→ Input records:
__________________________________________________

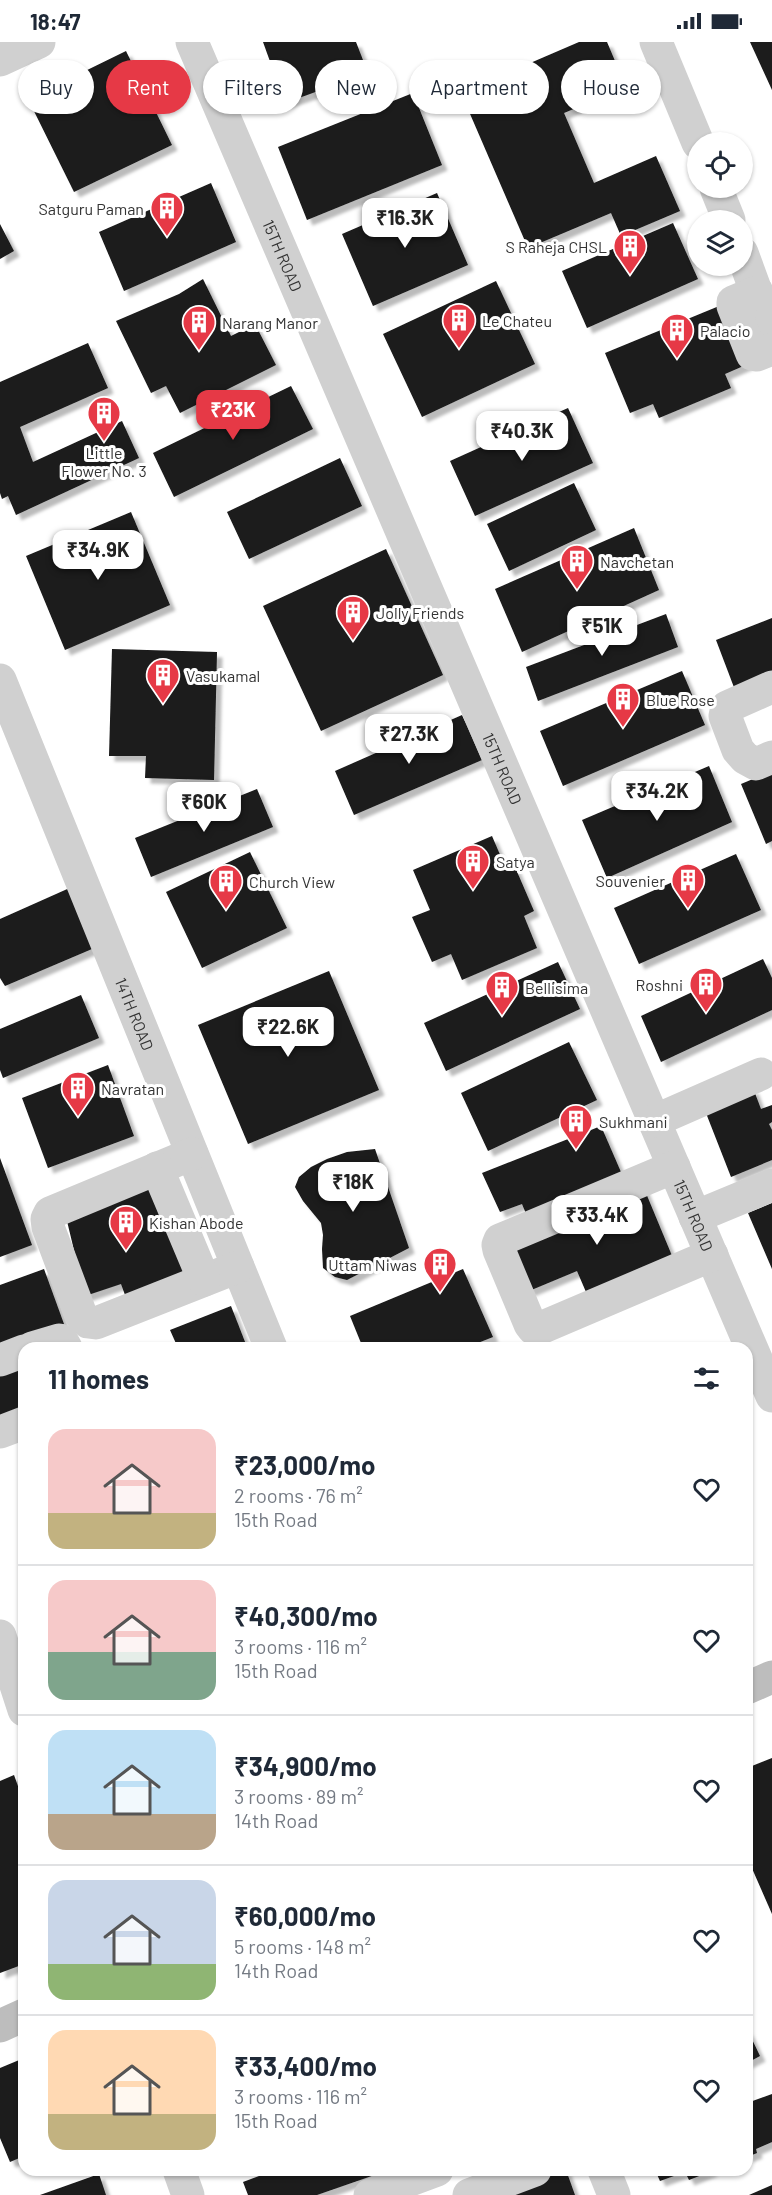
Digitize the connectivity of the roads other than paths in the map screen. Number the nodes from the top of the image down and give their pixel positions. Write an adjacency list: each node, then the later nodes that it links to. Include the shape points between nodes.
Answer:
1 (39, 42): 4 (street)
2 (192, 42): 13 (street, 15TH ROAD)
3 (656, 42): 5 (street)
4 (0, 60)
5 (693, 132)
6 (756, 264): 7 (street); 8 (street, via 733,306 752,354)
7 (772, 335)
8 (772, 349)
9 (0, 680): 14 (street, 14TH ROAD)
10 (772, 687): 11 (street, via 726,707 725,716 745,758 756,764)
11 (772, 757)
12 (761, 1074): 13 (street)
13 (654, 1121): 15 (street, 15TH ROAD)
14 (192, 1154): 16 (street); 20 (street, 14TH ROAD)
15 (674, 1167): 18 (street, 15TH ROAD); 19 (street, via 500,1240 499,1250 530,1324 533,1328 543,1327)
16 (157, 1168): 21 (street); 21 (street, via 47,1219 81,1315 96,1323)
17 (772, 1185): 18 (street)
18 (695, 1217): 19 (street, 15TH ROAD)
19 (712, 1255): 23 (street, 15TH ROAD)
20 (238, 1267): 21 (street); 22 (street, 14TH ROAD)
21 (204, 1280)
22 (269, 1342)
23 (749, 1342)
24 (753, 1351): 27 (street, 15TH ROAD)
25 (18, 1353): 26 (street)
26 (0, 1360)
27 (772, 1396)
28 (18, 1425): 29 (street)
29 (0, 1432)
30 (0, 1636): 33 (street)
31 (772, 1677): 32 (street)
32 (753, 1685)
33 (18, 1692)
34 (18, 2018): 35 (street)
35 (0, 2026)
36 (181, 2176): 40 (street)
37 (421, 2176): 41 (street)
38 (519, 2176): 42 (street)
39 (606, 2176): 43 (street)
40 (188, 2195)
41 (370, 2195)
42 (469, 2195)
43 (614, 2195)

__________________________________________________

Copy out the entries above in full and exactly, skipping every picture.

→ Exercise response:
Digitize the connectivity of the roads other than paths in the map screen. Number the nodes from the top of the image down and give their pixel positions. Write an adjacency list: each node, then the later nodes that it links to. Include the shape points between nodes.
Answer:
1 (39, 42): 4 (street)
2 (192, 42): 13 (street, 15TH ROAD)
3 (656, 42): 5 (street)
4 (0, 60)
5 (693, 132)
6 (756, 264): 7 (street); 8 (street, via 733,306 752,354)
7 (772, 335)
8 (772, 349)
9 (0, 680): 14 (street, 14TH ROAD)
10 (772, 687): 11 (street, via 726,707 725,716 745,758 756,764)
11 (772, 757)
12 (761, 1074): 13 (street)
13 (654, 1121): 15 (street, 15TH ROAD)
14 (192, 1154): 16 (street); 20 (street, 14TH ROAD)
15 (674, 1167): 18 (street, 15TH ROAD); 19 (street, via 500,1240 499,1250 530,1324 533,1328 543,1327)
16 (157, 1168): 21 (street); 21 (street, via 47,1219 81,1315 96,1323)
17 (772, 1185): 18 (street)
18 (695, 1217): 19 (street, 15TH ROAD)
19 (712, 1255): 23 (street, 15TH ROAD)
20 (238, 1267): 21 (street); 22 (street, 14TH ROAD)
21 (204, 1280)
22 (269, 1342)
23 (749, 1342)
24 (753, 1351): 27 (street, 15TH ROAD)
25 (18, 1353): 26 (street)
26 (0, 1360)
27 (772, 1396)
28 (18, 1425): 29 (street)
29 (0, 1432)
30 (0, 1636): 33 (street)
31 (772, 1677): 32 (street)
32 (753, 1685)
33 (18, 1692)
34 (18, 2018): 35 (street)
35 (0, 2026)
36 (181, 2176): 40 (street)
37 (421, 2176): 41 (street)
38 (519, 2176): 42 (street)
39 (606, 2176): 43 (street)
40 (188, 2195)
41 (370, 2195)
42 (469, 2195)
43 (614, 2195)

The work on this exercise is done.